Saved entries:
=======

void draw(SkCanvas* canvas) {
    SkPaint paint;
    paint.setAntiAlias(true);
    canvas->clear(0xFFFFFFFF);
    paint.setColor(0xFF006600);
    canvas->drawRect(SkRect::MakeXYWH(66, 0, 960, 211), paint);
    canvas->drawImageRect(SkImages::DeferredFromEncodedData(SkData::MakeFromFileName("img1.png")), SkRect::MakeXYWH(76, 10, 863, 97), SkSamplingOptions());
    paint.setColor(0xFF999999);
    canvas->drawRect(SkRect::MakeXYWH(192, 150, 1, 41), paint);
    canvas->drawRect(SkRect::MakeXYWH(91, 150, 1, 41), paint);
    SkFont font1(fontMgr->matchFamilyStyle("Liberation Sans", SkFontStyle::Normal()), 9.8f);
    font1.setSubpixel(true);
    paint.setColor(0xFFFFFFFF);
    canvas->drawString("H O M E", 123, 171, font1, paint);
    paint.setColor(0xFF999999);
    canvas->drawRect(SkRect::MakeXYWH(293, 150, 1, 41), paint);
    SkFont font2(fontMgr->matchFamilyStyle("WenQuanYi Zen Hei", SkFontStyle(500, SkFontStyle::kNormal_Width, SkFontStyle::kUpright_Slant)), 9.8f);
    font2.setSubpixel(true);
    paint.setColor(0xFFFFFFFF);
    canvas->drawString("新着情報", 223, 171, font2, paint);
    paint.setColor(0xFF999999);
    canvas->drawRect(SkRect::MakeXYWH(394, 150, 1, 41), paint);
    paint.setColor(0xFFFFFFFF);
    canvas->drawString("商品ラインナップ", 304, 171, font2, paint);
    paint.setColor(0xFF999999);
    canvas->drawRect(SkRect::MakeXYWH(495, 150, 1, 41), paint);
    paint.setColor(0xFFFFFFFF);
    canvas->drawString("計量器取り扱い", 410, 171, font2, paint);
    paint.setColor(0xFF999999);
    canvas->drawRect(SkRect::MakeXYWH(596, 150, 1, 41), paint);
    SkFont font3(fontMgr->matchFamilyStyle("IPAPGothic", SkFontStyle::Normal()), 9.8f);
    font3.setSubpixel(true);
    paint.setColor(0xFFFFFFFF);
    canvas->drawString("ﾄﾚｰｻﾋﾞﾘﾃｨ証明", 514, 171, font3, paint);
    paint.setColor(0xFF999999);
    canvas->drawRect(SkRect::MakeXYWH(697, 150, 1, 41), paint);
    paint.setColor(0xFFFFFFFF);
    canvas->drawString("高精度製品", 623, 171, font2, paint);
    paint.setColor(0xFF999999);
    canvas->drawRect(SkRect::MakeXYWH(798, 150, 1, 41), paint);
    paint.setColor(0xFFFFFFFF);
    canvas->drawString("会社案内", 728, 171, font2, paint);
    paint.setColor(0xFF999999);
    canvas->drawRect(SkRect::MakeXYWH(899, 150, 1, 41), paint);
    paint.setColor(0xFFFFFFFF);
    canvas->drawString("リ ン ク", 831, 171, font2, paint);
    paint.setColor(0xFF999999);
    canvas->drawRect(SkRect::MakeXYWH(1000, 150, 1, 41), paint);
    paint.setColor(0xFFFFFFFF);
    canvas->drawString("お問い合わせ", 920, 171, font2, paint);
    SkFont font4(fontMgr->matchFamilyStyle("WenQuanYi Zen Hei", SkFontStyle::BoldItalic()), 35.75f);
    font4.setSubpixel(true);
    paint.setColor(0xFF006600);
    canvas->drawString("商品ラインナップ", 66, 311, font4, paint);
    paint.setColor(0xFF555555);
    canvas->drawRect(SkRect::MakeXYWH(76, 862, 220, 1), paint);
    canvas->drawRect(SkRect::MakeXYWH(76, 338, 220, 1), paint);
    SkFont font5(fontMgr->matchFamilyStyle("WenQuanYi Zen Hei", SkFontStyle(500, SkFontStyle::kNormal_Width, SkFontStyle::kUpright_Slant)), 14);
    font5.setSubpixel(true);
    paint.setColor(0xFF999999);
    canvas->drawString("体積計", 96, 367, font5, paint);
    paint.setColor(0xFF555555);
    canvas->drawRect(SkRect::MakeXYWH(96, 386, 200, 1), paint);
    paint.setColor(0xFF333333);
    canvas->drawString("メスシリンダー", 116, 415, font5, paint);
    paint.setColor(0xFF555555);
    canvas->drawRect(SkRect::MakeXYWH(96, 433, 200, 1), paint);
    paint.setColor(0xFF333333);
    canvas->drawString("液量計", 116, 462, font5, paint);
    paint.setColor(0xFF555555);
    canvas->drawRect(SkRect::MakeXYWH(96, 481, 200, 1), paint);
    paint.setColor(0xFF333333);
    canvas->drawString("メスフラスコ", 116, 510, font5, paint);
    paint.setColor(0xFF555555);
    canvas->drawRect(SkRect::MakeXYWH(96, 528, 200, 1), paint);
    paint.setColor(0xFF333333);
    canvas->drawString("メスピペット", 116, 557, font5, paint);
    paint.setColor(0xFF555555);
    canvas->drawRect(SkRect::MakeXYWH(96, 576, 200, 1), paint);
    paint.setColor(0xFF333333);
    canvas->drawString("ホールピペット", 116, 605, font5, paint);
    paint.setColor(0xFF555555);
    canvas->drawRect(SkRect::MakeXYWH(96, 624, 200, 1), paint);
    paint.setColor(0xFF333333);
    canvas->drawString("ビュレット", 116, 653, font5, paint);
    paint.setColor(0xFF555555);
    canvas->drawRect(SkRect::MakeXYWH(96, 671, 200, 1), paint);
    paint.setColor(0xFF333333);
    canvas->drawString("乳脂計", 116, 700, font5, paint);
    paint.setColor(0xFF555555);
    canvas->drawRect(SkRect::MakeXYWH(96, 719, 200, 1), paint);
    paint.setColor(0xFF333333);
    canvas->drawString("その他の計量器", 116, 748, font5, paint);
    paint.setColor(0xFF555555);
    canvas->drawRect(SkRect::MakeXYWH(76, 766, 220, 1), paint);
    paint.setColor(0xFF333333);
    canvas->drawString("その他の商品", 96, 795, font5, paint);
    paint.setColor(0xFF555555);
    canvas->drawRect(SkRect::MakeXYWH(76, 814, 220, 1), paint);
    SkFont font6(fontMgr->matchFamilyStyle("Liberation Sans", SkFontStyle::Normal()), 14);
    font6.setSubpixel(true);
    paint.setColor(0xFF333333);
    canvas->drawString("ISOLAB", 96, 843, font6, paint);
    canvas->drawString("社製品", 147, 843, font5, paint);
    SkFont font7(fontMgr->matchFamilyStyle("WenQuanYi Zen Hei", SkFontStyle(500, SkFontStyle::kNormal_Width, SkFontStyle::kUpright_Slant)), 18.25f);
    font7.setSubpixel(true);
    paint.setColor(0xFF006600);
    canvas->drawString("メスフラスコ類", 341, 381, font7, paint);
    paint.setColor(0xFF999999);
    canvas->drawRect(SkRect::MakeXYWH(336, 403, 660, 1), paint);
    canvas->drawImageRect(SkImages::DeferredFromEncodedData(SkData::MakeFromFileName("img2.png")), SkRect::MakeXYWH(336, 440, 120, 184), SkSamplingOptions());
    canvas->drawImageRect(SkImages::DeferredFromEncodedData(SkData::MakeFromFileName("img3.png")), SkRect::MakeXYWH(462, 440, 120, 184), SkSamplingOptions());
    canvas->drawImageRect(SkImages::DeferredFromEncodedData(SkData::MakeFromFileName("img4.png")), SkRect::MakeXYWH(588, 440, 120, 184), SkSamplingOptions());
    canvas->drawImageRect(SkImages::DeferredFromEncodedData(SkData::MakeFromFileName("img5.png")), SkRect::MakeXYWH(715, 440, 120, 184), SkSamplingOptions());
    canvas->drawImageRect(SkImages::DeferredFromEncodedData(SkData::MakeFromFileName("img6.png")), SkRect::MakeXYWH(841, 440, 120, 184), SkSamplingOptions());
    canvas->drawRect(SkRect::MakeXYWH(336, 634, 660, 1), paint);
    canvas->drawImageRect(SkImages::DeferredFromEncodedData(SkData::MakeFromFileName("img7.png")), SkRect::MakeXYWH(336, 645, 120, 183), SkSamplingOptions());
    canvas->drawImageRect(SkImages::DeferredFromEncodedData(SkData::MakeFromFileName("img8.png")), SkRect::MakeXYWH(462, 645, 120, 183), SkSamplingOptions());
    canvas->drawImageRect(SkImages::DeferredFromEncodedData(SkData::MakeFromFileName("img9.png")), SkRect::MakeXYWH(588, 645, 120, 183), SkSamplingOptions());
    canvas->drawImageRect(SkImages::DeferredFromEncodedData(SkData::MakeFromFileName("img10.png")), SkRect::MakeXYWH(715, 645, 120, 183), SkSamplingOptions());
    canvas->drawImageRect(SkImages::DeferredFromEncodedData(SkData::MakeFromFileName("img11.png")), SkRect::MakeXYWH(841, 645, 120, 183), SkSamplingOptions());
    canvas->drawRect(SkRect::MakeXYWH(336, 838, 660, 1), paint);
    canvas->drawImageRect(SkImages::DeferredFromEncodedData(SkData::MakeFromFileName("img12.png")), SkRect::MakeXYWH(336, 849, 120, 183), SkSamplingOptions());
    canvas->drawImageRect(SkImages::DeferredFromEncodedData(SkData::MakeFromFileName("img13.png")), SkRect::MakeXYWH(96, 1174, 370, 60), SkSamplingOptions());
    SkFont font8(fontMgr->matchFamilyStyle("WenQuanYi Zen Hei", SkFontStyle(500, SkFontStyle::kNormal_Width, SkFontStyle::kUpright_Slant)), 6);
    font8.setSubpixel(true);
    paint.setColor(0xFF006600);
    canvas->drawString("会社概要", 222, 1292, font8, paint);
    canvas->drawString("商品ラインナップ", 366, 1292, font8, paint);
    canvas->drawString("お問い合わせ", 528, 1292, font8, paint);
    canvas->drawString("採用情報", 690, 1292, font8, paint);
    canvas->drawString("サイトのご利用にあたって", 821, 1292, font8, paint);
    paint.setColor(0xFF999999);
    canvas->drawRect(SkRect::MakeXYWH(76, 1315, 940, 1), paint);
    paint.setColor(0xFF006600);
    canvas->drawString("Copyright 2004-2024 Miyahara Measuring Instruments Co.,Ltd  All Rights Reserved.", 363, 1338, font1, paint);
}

=======

_Task to complete_
Out of the data above, set down the lines from the one with "canvas->drawRect(SkRect::MakeXYWH(293, 150, 1, 41), paint);" to the one with "304, 171, font2, paint);", both included, exactly as written and with no additions.

_Solution for this problem_
    canvas->drawRect(SkRect::MakeXYWH(293, 150, 1, 41), paint);
    SkFont font2(fontMgr->matchFamilyStyle("WenQuanYi Zen Hei", SkFontStyle(500, SkFontStyle::kNormal_Width, SkFontStyle::kUpright_Slant)), 9.8f);
    font2.setSubpixel(true);
    paint.setColor(0xFFFFFFFF);
    canvas->drawString("新着情報", 223, 171, font2, paint);
    paint.setColor(0xFF999999);
    canvas->drawRect(SkRect::MakeXYWH(394, 150, 1, 41), paint);
    paint.setColor(0xFFFFFFFF);
    canvas->drawString("商品ラインナップ", 304, 171, font2, paint);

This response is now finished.